◆ Problem:
The lines below starting at the line containing "pinky dip: (1505, 792)" and ending at the line containing "index mcp: (891, 796)" are to be repeated exactly, with both ends kept and nothing else added.
Start of Entries provided
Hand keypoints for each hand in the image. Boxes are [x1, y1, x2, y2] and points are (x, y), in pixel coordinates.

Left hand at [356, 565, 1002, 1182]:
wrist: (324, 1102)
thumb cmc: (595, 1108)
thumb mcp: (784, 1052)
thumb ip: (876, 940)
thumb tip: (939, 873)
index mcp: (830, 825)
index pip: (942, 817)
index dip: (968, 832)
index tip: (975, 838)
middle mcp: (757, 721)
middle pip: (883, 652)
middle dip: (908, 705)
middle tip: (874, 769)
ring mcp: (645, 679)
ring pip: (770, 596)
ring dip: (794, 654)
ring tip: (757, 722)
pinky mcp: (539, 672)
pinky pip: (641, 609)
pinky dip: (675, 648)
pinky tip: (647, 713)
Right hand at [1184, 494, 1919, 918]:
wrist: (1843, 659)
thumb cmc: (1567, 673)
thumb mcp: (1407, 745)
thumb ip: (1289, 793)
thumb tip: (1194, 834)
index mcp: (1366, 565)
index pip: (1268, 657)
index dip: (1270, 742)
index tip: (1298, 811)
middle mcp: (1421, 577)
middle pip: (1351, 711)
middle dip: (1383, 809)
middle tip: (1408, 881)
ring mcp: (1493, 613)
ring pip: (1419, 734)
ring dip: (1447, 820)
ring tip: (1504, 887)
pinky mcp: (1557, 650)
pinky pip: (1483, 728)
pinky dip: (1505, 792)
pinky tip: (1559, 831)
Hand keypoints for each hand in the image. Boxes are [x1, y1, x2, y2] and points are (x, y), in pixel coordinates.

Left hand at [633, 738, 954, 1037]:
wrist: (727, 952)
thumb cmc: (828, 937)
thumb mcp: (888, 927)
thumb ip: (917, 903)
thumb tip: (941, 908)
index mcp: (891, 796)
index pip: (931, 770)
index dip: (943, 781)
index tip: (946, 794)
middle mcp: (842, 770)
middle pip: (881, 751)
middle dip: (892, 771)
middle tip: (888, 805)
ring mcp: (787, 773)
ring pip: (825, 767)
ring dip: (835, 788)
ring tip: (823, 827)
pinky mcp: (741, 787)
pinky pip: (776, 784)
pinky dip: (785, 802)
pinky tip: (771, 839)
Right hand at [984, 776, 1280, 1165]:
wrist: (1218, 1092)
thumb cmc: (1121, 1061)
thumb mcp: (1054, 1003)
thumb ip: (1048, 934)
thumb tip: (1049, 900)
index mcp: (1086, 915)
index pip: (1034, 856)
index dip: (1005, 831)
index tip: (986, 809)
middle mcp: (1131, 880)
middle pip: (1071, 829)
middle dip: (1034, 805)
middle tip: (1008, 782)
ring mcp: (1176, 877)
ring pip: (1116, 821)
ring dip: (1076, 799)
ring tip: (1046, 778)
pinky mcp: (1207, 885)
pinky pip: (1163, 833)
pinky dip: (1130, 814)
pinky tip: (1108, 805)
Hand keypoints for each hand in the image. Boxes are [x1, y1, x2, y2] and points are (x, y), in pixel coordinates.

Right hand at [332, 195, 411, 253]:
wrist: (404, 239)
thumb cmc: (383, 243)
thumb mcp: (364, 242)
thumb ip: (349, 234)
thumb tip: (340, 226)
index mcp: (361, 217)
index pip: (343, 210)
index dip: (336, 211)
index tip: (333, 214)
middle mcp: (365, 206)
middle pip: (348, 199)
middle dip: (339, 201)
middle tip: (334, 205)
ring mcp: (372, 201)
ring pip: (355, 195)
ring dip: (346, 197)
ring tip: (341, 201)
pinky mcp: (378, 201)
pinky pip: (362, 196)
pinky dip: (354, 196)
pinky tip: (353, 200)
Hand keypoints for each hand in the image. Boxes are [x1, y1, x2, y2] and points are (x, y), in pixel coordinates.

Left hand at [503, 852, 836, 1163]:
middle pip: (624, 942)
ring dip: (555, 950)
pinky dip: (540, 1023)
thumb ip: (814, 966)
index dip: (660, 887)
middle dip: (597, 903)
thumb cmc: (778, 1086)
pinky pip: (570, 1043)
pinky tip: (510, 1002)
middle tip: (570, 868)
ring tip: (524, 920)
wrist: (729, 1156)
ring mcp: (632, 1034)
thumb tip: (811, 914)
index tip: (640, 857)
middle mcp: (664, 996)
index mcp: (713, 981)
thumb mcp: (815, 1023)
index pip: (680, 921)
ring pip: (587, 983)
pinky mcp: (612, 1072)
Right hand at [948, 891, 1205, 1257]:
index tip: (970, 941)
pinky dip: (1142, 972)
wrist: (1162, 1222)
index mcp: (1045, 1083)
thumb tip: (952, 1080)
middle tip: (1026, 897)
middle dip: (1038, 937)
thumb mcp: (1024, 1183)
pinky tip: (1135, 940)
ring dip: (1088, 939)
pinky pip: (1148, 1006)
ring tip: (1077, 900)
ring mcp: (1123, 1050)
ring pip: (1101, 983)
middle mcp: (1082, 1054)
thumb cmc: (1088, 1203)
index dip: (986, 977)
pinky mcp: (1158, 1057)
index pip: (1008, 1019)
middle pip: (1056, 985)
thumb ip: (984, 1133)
End of Entries provided
◆ Response:
pinky dip: (1505, 792)
pinky tip: (1559, 831)
Hand keypoints for each hand in the image. Boxes are [x1, y1, x2, y2] and points are (x, y), in pixel coordinates.

Left hand at [633, 738, 954, 1037]:
wrist: (727, 952)
thumb cmc: (828, 937)
thumb mcp: (888, 927)
thumb ip: (917, 903)
thumb tip: (941, 908)
index mcp: (891, 796)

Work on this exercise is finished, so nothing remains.